WORK REQUIRED |
Only a number is expected: how many lines in the entries that follow contain the word "highway"?

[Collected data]
::::
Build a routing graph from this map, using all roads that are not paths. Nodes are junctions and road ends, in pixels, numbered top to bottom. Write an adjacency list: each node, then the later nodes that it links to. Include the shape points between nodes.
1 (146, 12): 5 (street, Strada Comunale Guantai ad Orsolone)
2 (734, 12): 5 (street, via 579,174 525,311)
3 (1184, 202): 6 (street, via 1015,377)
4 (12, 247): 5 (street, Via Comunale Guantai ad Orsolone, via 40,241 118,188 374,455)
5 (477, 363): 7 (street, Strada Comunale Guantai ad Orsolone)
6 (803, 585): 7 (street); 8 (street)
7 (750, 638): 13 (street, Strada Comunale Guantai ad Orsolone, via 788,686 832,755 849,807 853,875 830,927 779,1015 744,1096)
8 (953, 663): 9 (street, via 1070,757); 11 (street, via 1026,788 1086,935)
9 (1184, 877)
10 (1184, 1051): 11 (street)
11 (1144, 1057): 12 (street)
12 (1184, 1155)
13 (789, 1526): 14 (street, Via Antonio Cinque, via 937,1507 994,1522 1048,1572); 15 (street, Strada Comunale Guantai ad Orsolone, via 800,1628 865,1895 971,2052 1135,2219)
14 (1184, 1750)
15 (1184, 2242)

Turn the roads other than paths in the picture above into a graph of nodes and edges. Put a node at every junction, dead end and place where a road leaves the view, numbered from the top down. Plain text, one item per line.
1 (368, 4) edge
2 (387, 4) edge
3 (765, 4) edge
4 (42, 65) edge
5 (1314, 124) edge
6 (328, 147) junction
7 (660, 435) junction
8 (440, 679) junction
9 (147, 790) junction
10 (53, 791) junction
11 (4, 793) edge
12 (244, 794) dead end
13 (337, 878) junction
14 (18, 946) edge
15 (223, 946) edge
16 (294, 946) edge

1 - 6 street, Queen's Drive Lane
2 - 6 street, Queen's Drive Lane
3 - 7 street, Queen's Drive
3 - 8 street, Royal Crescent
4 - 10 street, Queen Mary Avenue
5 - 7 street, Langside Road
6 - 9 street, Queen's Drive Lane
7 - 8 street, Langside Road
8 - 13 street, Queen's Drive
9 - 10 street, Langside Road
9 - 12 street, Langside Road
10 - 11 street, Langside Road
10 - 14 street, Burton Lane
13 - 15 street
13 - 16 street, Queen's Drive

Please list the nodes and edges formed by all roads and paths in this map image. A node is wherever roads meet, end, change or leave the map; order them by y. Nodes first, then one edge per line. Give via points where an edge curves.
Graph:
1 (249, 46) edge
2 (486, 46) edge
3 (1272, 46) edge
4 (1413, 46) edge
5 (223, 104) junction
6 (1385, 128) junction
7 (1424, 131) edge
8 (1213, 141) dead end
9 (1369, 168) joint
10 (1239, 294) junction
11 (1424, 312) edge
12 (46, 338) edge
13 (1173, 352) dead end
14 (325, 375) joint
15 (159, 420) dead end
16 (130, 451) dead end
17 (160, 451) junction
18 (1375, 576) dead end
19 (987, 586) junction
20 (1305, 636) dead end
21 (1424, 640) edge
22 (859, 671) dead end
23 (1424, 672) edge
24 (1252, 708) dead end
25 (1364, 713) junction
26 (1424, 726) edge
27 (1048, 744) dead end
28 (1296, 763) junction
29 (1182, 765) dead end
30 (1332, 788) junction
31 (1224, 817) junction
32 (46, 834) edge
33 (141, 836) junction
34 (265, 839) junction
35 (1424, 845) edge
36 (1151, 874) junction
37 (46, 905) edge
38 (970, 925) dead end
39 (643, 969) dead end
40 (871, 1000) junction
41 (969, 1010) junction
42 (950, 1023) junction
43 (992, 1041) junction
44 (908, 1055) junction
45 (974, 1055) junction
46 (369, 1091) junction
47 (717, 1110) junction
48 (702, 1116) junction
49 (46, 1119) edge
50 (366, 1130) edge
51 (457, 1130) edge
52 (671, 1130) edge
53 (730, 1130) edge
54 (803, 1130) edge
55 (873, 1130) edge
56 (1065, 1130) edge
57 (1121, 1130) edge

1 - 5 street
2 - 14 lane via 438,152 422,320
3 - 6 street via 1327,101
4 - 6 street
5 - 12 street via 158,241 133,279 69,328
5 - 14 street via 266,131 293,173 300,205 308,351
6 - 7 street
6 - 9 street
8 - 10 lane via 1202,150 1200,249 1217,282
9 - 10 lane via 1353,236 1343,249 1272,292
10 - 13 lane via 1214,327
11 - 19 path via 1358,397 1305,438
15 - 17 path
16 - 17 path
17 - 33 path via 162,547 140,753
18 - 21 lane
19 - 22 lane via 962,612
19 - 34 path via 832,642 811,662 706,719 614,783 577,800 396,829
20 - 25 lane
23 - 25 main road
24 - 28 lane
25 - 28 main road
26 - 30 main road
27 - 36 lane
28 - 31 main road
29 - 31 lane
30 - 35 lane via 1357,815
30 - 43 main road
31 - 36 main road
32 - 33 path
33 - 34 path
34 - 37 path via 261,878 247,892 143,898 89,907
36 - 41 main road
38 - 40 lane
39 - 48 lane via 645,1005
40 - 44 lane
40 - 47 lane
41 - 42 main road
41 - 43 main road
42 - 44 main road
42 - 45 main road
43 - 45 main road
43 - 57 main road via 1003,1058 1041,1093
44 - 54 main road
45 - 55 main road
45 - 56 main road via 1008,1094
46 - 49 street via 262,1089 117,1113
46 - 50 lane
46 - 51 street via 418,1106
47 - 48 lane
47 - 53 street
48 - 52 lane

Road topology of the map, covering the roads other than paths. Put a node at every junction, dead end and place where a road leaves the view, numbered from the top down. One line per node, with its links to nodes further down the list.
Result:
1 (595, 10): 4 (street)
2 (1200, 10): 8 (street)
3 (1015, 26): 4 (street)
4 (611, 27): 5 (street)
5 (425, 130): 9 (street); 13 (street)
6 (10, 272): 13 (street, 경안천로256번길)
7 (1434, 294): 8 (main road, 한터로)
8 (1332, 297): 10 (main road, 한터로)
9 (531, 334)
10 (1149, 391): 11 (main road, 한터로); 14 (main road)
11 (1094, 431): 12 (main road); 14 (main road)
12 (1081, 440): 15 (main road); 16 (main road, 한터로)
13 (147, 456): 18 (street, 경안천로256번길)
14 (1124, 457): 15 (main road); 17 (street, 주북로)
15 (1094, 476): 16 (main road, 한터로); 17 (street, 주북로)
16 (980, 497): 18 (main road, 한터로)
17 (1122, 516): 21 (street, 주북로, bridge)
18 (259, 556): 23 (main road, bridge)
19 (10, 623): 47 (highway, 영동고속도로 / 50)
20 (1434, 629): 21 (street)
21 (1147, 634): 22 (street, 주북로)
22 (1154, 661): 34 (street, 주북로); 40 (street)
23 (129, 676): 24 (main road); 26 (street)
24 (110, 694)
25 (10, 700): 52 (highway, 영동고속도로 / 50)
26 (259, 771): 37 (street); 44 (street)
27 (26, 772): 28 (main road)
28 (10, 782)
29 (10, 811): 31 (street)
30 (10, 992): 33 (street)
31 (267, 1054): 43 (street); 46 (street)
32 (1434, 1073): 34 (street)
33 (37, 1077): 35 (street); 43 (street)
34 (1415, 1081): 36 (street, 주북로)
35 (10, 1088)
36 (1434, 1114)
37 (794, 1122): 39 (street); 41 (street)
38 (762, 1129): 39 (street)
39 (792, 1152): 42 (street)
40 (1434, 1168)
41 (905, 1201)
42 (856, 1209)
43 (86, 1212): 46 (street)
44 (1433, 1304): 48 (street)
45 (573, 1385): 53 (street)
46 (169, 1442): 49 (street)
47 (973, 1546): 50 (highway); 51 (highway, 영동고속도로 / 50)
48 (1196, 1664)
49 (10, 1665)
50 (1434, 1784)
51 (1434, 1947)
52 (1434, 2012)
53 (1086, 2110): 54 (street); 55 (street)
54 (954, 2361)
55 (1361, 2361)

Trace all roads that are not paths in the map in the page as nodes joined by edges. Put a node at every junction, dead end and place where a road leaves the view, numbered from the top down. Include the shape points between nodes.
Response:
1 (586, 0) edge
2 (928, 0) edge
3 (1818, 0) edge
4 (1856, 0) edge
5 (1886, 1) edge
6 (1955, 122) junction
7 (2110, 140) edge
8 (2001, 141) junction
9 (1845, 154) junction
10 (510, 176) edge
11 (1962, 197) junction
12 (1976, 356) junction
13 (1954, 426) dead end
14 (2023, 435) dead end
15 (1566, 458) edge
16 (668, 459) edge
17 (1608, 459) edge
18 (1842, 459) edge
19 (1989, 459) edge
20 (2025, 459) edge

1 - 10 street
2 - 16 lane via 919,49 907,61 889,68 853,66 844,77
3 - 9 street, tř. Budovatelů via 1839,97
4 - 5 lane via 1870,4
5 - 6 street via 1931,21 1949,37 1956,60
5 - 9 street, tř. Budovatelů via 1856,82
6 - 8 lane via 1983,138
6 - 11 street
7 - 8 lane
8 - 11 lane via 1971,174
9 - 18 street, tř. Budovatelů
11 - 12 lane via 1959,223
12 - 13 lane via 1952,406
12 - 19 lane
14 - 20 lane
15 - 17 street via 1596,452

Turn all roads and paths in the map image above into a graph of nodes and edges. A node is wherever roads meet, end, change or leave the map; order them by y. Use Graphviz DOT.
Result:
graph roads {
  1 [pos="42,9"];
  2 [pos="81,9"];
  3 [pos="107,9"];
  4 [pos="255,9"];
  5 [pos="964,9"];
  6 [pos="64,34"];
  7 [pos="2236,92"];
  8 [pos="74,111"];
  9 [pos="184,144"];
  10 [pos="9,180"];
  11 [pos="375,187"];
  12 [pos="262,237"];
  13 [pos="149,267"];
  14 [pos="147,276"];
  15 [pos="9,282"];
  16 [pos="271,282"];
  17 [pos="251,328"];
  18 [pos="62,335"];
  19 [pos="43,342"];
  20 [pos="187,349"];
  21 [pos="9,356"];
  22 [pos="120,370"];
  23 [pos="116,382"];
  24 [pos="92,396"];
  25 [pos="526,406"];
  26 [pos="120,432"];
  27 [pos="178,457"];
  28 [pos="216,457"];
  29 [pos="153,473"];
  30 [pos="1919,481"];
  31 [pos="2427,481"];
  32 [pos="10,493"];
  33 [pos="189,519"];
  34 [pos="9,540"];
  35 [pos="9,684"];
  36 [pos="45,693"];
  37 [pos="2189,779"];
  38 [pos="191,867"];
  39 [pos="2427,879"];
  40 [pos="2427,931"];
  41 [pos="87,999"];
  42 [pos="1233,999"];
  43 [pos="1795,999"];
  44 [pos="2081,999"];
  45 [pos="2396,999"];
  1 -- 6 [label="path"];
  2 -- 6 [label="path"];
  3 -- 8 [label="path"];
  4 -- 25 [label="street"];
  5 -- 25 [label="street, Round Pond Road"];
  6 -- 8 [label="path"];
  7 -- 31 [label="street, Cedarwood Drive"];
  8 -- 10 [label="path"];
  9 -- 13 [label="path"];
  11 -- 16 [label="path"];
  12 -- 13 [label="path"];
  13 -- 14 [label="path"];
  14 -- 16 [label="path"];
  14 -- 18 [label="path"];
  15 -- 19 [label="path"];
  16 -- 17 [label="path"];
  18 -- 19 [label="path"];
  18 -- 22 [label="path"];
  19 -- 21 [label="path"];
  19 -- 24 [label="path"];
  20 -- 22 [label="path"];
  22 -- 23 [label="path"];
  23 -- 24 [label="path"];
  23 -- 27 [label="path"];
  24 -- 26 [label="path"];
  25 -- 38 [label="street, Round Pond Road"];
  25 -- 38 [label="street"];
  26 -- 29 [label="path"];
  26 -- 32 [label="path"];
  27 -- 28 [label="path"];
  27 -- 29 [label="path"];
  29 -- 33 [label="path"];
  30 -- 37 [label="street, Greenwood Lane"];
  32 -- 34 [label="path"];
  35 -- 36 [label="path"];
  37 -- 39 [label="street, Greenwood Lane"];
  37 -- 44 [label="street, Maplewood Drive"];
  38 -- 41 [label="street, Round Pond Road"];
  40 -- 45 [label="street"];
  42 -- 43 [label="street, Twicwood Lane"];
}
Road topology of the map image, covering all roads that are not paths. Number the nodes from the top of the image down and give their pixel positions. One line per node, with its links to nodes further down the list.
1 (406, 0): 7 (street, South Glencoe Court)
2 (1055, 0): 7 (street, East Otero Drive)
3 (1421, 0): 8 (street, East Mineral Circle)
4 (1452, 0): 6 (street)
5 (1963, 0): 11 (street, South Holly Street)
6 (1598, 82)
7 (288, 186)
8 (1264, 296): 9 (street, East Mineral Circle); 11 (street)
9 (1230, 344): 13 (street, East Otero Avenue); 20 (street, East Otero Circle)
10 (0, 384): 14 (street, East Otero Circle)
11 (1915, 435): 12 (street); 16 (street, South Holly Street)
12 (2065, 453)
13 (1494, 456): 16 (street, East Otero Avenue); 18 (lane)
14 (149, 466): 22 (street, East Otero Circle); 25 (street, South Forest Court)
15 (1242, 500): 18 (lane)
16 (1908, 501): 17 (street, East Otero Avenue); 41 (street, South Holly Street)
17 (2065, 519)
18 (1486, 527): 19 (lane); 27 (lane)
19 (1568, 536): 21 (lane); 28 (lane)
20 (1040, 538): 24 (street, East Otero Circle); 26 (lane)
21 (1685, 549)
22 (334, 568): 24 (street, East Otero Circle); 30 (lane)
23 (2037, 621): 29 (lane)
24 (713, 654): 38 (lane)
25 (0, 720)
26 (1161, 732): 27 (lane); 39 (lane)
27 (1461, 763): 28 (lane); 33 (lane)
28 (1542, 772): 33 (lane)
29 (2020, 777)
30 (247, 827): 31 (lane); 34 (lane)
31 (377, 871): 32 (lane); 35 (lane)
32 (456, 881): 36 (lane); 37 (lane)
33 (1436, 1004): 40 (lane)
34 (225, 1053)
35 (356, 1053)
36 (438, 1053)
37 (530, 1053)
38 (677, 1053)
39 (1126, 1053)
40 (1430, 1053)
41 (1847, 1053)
::::
YOUR SOLUTION |
3